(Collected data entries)
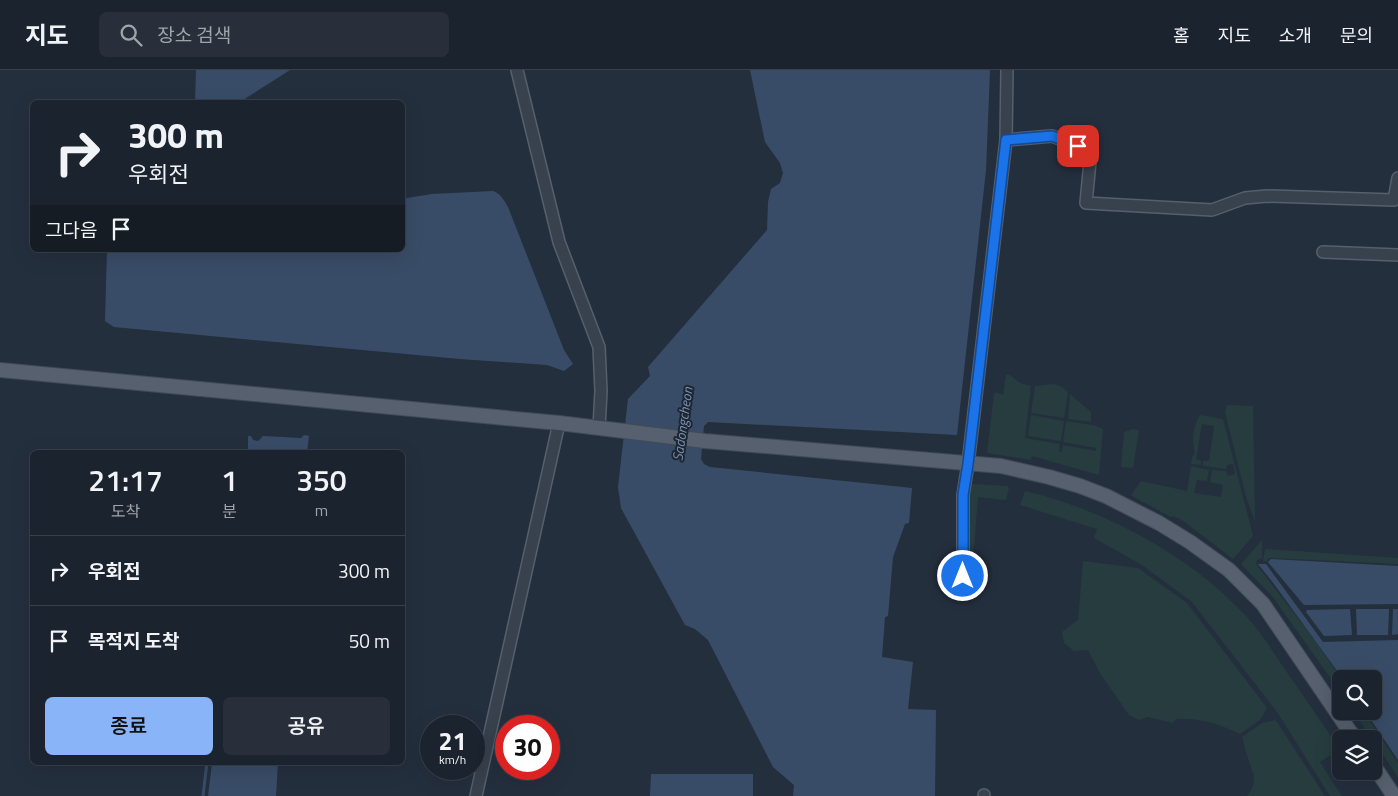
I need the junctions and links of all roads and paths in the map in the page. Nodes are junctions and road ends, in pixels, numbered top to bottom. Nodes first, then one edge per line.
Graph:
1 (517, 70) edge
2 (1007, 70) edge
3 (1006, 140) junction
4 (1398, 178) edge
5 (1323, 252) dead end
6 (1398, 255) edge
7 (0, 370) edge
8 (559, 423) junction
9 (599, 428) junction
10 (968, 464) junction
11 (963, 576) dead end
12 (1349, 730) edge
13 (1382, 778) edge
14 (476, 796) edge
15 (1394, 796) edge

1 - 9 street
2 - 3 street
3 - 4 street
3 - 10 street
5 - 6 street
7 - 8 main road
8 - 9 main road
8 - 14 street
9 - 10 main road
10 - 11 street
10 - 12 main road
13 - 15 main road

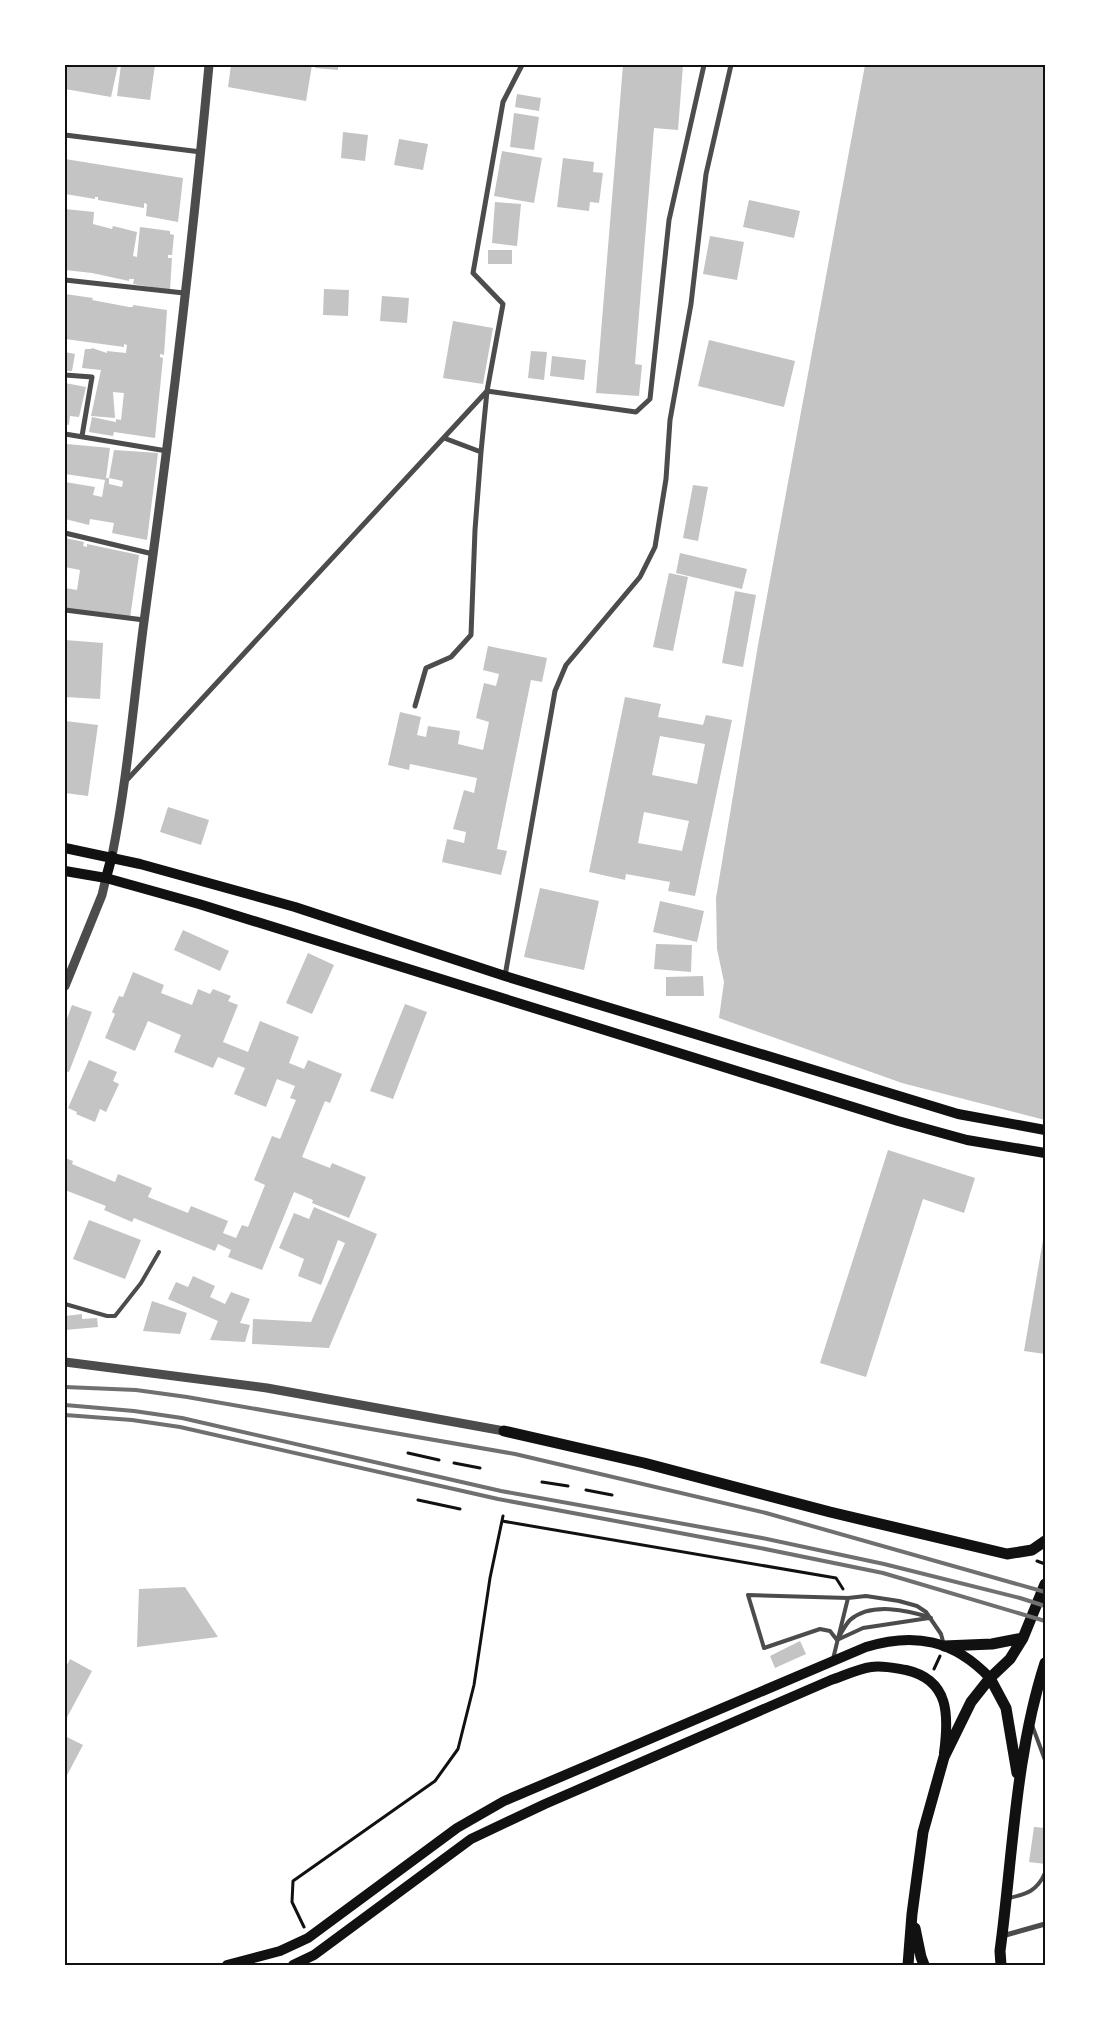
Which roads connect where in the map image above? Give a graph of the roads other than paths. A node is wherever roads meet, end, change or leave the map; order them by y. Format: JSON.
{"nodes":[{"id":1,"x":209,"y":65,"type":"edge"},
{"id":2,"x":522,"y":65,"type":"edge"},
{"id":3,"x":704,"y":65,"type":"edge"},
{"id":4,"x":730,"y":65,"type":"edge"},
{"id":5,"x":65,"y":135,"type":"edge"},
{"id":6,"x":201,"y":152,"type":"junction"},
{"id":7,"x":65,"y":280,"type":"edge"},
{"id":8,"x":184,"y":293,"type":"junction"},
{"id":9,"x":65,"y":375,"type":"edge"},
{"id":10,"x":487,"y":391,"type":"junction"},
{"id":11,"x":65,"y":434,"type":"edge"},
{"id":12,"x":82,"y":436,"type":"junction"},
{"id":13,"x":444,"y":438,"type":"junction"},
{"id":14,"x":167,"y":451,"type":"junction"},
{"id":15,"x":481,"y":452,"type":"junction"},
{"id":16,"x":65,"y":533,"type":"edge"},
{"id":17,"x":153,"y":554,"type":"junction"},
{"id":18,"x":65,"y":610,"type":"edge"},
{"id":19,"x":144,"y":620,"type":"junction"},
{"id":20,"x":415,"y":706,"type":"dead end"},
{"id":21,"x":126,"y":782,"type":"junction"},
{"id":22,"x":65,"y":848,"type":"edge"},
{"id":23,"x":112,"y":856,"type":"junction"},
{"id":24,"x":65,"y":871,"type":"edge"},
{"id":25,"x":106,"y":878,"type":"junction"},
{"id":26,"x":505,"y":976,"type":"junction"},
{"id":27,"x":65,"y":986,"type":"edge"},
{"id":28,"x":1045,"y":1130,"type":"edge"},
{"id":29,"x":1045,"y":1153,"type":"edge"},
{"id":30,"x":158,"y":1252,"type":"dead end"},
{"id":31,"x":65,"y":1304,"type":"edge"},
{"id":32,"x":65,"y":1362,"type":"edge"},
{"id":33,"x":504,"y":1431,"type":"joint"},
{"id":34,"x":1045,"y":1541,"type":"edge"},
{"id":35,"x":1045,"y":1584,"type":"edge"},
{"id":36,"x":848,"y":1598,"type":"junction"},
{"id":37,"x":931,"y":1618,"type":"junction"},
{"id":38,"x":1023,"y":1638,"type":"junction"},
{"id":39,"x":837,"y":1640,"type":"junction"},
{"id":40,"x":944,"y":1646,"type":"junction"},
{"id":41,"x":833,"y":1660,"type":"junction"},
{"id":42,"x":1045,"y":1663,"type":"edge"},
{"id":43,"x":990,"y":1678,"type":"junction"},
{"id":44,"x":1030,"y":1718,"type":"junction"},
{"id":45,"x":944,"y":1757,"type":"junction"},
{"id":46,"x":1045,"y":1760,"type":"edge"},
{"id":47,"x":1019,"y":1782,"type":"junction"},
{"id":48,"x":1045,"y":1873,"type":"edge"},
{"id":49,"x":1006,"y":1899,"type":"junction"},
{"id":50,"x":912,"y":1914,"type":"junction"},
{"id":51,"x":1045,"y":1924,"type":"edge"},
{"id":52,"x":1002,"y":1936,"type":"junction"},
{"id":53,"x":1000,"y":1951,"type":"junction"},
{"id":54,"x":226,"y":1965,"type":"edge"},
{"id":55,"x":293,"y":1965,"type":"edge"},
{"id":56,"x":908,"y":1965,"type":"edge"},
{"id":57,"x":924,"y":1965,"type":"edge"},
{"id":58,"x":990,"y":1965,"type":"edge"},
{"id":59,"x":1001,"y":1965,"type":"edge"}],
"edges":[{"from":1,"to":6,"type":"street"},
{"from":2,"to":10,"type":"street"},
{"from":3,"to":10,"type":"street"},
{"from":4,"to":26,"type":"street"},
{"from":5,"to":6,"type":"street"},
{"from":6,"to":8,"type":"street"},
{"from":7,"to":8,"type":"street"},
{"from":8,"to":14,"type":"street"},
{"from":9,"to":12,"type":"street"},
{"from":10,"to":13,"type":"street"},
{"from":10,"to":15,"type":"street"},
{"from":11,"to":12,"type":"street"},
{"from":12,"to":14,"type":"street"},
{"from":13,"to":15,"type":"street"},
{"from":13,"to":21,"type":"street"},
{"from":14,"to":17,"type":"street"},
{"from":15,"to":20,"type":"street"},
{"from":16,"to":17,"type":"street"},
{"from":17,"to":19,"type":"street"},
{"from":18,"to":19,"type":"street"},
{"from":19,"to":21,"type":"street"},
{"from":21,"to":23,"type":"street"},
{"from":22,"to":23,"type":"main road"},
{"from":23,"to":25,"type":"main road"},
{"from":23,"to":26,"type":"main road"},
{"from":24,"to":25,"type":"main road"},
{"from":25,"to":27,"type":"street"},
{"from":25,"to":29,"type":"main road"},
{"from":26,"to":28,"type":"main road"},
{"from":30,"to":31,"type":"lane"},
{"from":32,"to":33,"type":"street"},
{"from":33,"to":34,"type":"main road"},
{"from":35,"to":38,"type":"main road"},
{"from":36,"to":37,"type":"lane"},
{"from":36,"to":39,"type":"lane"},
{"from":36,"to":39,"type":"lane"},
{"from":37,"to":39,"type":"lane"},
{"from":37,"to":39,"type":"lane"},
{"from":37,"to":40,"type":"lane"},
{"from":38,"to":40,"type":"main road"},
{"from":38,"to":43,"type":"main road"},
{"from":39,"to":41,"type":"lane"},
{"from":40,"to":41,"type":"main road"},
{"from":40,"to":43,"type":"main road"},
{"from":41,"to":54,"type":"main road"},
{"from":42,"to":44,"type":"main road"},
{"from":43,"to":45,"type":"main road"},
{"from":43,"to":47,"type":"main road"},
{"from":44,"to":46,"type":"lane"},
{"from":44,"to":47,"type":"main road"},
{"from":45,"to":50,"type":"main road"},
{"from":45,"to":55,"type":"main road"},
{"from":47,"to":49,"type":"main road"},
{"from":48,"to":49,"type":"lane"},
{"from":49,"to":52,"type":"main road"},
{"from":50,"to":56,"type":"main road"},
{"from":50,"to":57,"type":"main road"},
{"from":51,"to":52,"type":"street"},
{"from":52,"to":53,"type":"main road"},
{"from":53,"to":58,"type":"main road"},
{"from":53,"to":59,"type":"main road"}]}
...
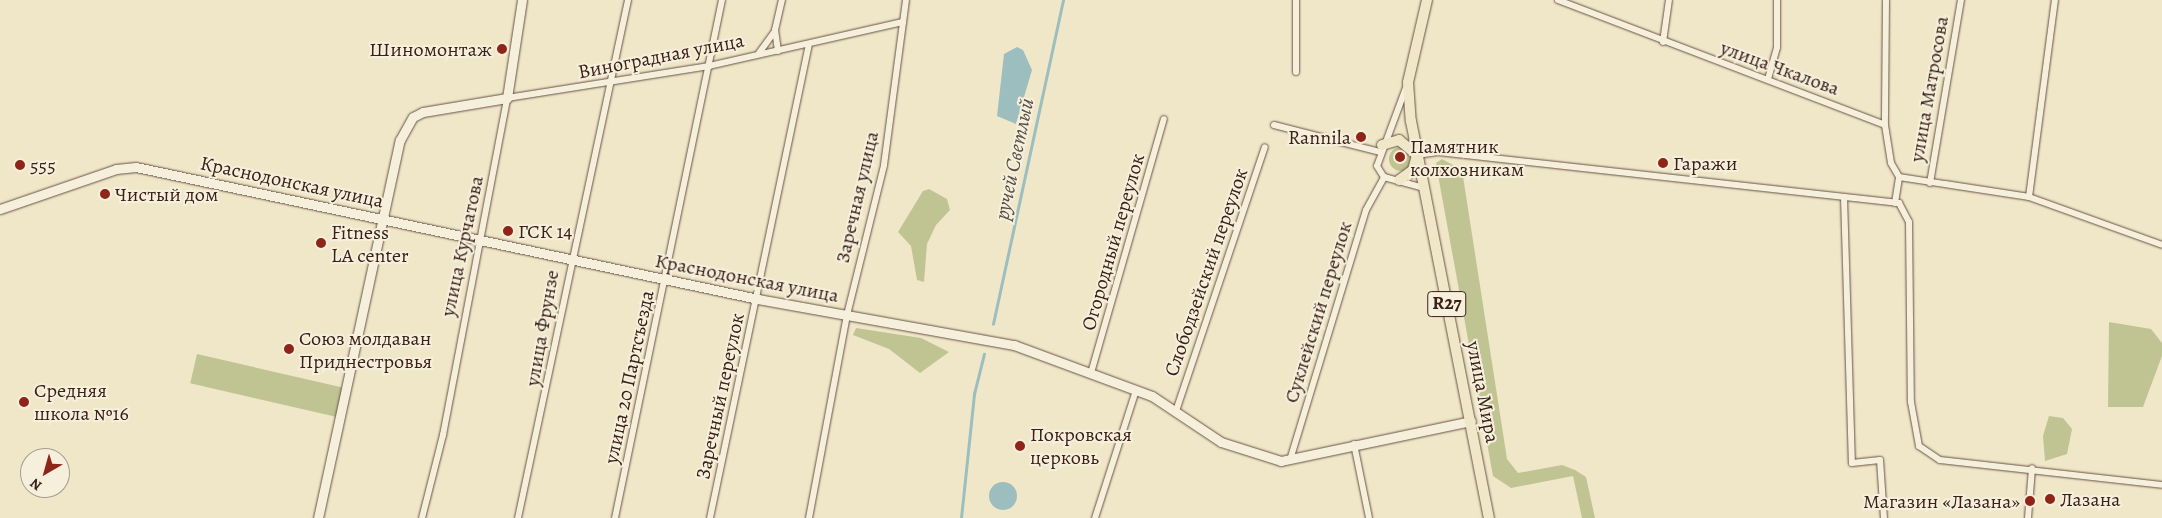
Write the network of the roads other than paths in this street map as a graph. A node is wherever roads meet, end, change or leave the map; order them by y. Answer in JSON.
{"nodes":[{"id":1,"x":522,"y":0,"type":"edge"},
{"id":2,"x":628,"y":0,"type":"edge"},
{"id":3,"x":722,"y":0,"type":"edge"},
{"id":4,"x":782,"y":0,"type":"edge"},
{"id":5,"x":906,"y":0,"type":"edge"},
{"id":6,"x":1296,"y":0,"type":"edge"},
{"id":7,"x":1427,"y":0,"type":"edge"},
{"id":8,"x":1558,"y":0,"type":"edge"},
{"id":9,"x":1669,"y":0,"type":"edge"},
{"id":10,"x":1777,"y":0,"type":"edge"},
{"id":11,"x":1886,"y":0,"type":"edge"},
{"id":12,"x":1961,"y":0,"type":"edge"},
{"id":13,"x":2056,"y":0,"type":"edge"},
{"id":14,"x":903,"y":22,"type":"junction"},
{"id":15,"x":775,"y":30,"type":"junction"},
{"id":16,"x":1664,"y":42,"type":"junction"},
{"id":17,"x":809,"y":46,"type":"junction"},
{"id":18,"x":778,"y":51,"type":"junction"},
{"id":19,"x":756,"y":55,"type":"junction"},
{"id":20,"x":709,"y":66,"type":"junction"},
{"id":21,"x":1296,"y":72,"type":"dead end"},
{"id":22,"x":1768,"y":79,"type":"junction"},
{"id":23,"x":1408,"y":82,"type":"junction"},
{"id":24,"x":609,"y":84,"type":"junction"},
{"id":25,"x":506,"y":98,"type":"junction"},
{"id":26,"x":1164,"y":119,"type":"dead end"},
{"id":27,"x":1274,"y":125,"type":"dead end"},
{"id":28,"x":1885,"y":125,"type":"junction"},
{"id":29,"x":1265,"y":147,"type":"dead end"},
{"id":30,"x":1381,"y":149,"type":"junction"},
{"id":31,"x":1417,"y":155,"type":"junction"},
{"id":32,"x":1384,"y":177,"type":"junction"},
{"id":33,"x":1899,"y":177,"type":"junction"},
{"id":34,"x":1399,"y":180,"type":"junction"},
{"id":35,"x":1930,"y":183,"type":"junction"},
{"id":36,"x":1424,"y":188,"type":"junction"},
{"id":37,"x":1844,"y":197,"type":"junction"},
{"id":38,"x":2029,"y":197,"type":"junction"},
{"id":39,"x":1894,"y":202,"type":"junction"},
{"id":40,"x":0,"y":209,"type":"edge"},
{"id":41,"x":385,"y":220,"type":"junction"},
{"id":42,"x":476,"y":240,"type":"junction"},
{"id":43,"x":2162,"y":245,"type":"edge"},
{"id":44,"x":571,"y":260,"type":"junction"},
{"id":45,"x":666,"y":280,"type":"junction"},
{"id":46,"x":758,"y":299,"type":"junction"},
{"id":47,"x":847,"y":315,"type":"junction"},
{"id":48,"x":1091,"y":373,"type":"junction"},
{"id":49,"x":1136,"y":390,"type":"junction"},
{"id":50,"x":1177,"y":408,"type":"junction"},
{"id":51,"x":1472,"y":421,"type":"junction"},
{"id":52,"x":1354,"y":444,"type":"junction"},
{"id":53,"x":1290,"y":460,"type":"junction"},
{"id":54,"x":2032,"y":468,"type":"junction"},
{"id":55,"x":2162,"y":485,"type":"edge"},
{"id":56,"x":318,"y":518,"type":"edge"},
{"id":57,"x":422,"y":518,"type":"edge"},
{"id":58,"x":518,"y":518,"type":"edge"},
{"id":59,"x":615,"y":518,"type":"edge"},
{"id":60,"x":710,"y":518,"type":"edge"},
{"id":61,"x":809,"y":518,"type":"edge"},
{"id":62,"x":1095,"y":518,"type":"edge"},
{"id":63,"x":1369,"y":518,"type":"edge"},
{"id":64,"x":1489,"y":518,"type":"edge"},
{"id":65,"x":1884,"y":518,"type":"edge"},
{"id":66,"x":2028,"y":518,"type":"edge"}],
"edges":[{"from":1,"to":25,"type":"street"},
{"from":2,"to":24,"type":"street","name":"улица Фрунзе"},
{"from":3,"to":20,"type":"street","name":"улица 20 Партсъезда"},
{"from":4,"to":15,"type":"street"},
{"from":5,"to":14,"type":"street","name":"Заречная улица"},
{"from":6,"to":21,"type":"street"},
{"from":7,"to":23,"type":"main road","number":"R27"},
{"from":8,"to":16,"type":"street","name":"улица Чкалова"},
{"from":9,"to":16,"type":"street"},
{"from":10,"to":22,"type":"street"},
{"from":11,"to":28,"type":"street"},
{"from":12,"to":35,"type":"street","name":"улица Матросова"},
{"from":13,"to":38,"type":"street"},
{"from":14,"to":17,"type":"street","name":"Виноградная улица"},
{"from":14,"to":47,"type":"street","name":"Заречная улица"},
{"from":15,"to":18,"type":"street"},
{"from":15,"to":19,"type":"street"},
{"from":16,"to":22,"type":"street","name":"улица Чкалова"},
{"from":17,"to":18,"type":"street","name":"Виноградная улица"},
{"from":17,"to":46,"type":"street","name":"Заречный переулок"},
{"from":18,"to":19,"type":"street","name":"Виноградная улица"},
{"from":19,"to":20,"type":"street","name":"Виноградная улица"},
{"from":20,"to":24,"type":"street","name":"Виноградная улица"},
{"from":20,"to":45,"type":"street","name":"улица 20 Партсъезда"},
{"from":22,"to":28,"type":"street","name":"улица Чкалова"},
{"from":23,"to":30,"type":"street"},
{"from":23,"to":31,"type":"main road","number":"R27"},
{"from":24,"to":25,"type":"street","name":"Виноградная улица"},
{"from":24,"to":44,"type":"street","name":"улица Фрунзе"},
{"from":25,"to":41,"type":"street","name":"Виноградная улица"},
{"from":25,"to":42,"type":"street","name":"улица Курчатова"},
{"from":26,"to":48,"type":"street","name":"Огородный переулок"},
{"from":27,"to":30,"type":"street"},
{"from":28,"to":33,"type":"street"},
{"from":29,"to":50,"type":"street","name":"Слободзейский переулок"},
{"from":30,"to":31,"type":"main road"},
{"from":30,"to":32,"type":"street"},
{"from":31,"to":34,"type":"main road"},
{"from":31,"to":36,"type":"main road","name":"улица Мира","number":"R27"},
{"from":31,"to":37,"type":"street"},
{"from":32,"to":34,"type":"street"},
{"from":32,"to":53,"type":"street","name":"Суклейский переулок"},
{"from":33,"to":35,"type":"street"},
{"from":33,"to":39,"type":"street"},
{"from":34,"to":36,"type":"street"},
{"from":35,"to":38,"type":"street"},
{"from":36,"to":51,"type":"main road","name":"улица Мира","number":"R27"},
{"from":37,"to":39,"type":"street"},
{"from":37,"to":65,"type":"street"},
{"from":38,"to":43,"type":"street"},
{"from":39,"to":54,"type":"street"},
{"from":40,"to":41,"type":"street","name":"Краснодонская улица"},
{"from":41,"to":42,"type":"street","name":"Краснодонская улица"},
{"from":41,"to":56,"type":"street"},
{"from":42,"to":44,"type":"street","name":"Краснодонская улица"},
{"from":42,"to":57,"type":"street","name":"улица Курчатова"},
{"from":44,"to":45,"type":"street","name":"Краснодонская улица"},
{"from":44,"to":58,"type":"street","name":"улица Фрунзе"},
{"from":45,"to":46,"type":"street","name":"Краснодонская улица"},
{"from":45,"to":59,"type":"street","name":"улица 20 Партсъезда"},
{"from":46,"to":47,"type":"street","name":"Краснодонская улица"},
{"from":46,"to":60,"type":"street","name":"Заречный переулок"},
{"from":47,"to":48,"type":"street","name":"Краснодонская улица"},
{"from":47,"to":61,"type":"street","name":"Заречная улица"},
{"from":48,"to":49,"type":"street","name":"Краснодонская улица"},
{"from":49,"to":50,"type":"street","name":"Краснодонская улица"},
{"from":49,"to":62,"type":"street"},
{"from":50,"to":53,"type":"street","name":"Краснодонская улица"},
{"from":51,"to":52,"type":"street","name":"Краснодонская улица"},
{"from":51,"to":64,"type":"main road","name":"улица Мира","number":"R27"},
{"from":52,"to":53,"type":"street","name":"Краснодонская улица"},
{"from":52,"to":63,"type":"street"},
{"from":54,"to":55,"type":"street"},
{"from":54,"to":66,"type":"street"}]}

*WHAT YOU WILL DO:* The records are given above. Copy each line in them that holds "paths".

*ANSWER TO THE PROBLEM:*
I need the junctions and links of all roads and paths in the map in the page. Nodes are junctions and road ends, in pixels, numbered top to bottom. Nodes first, then one edge per line.
Which roads connect where in the map image above? Give a graph of the roads other than paths. A node is wherever roads meet, end, change or leave the map; order them by y. Format: JSON.
Write the network of the roads other than paths in this street map as a graph. A node is wherever roads meet, end, change or leave the map; order them by y. Answer in JSON.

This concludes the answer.